The Middletown High School Knights Field Hockey team has learned not to base the feel for how their season will go off of the first few games that we play. Besides the fact that very few teams play at their best in the first few games it doesn’t help the Knights that the toughest competition they play all come in the first three games of the season.

Or as one Middletown parent said after the Knights 2-0 loss to Westminster on September 6th, “If we played them at the end of the year it would be a different story.”

The Knights, because of this, have had to focus not so much on the results of the games that they play in early in the season but how they do themselves in those early games.

If they were to focus on the results only than it would be easy for the Knights to tear themselves down as Middletown is going up against some of the best competition in the state and are playing in games that any team in the state would have a tough time winning.

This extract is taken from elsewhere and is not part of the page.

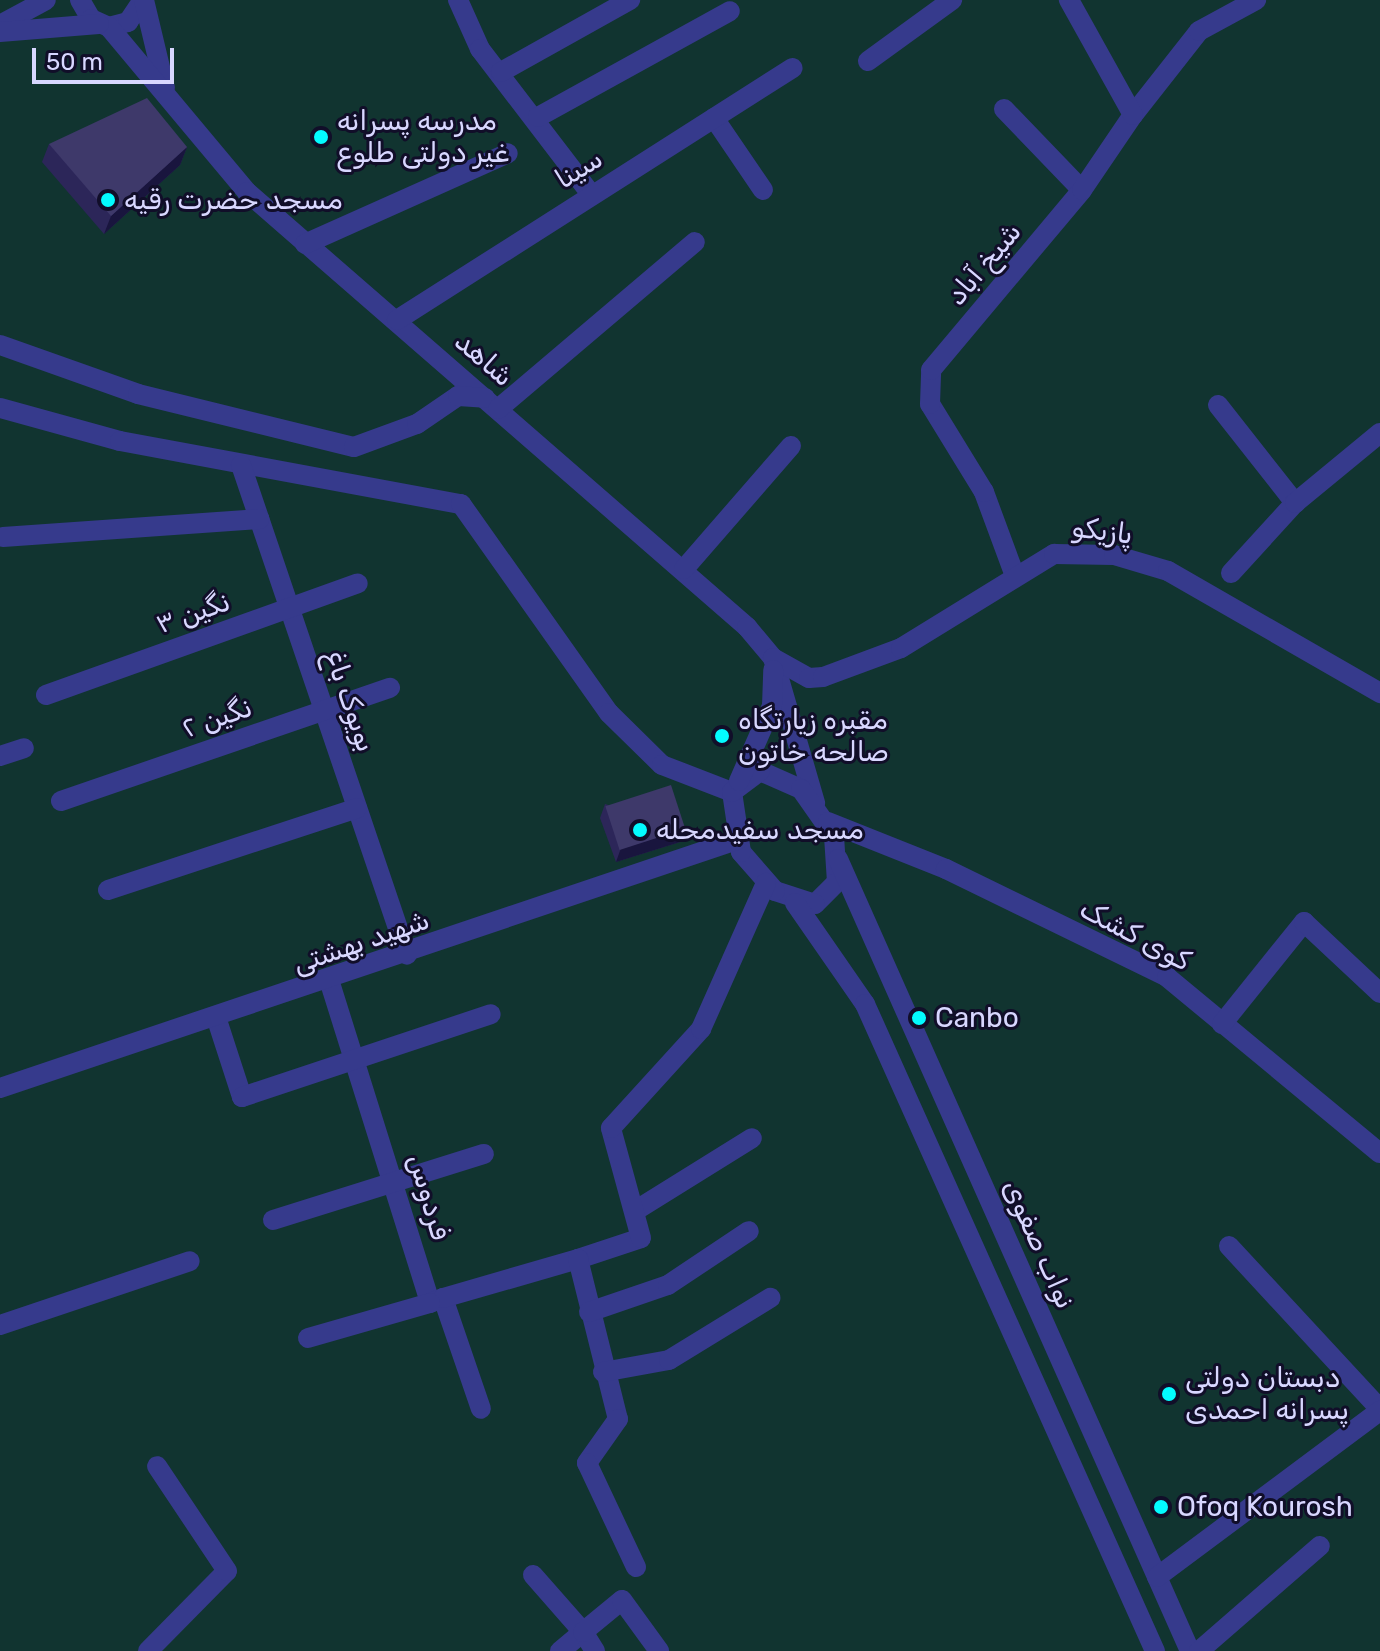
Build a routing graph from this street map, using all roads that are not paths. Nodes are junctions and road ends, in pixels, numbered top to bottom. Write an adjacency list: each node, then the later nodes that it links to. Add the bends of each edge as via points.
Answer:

In turn, the Knights have forced themselves not to look at the scoreboard for answers on how they played but analyze their actual performance on a game-to-game basis and determine if they’ve played up to the level they need to be playing at.

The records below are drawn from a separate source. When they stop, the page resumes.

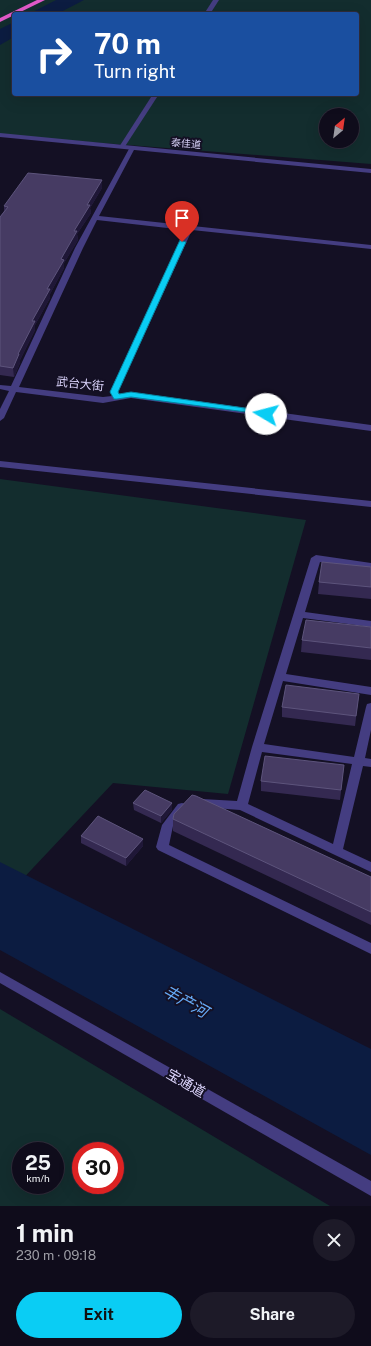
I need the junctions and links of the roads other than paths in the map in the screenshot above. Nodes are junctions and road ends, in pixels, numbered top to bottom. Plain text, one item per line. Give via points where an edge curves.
1 (42, 0) edge
2 (216, 0) edge
3 (17, 12) edge
4 (208, 12) edge
5 (12, 14) edge
6 (0, 20) edge
7 (155, 96) edge
8 (0, 135) edge
9 (122, 147) junction
10 (132, 148) junction
11 (371, 170) edge
12 (95, 218) junction
13 (189, 228) junction
14 (371, 247) edge
15 (0, 387) edge
16 (14, 388) junction
17 (117, 397) junction
18 (0, 418) edge
19 (371, 428) edge
20 (0, 464) edge
21 (371, 504) edge
22 (371, 566) edge
23 (298, 614) junction
24 (371, 624) edge
25 (279, 677) junction
26 (371, 690) edge
27 (371, 707) edge
28 (258, 747) junction
29 (357, 762) junction
30 (371, 763) edge
31 (242, 806) junction
32 (337, 851) junction
33 (371, 867) edge
34 (371, 949) edge
35 (0, 978) edge
36 (371, 1189) edge

1 - 3 highway
2 - 4 street
5 - 6 highway
7 - 9 street
8 - 9 street, 泰佳道
9 - 10 street, 泰佳道
10 - 11 street, 泰佳道
10 - 12 street
12 - 13 street
12 - 16 street
13 - 14 street
13 - 17 street via 114,392
15 - 16 street, 武台大街
16 - 17 street, 武台大街 via 103,400
16 - 18 street
17 - 19 street, 武台大街 via 131,395
20 - 21 street
22 - 23 street via 316,558
23 - 24 street
23 - 25 street
25 - 26 street
25 - 28 street
27 - 29 street
28 - 29 street
28 - 31 street
29 - 30 street
29 - 32 street
31 - 32 street
31 - 34 street via 186,802 168,825 162,847
32 - 33 street
35 - 36 street, 宝通道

This “self-help” method of evaluating their play was crucial after the Owls and the Knights hope that the evaluations of themselves and the final result will come together when the Knights take on the Francis Scott Key High School Eagles on Thursday September 8th.

After the Owls game against Westminster the Knights had a lot to be proud of even if the scoreboard was leaning against them. The Knights, after a first half in which Westminster pressured Middletown and had the Knights trapped in their own defensive half for most of the half, came back in the second half and put offensive pressure on the Owls.

Middletown would hold much more of the possession as well in the second half making it much more even in regards to the time that the teams were setting up their offense. The Knights had two chances to pocket goals in the second half but two scrambles in front of the net along with a couple of corners didn’t provide the Knights the results that would’ve given them the win.

Those positives are what the Knights will carry with them into their contest with the Eagles as Middletown searches for a win but also to consistently improve on how they had played in the game before.

It will be a challenge as the Knights will go up against an FSK team that has struggled in the regular season in previous years but proved during last year’s playoff run that they could hang with the big dogs in Carroll County by taking a Manchester Valley team that was considered one of the best in the state to penalty strokes in the playoffs.

The Eagles (2-0) are led by third year coach Lori Knights and have two seniors leading the charge as senior midfielder Korey Fine and senior forward Heather Rohwein are the two starts for the Eagles and have shown it in their play so far this season.

In the Eagles’ two contests this season there has not been much debate about who the better team was as FSK sliced open Catoctin to a 5-0 tune with two goals from Rohwein leading the way. The season opening win was even more of a blowout as the Eagles took down Governor Thomas Johnson by a 10-spot, with the Eagles recording eight different goal scorers.

As the results show, Middletown will have their work cut out for them but if the Knights can get offensive pressure on FSK, than the Knights might be able to look to the scoreboard for validation of how much they were improving.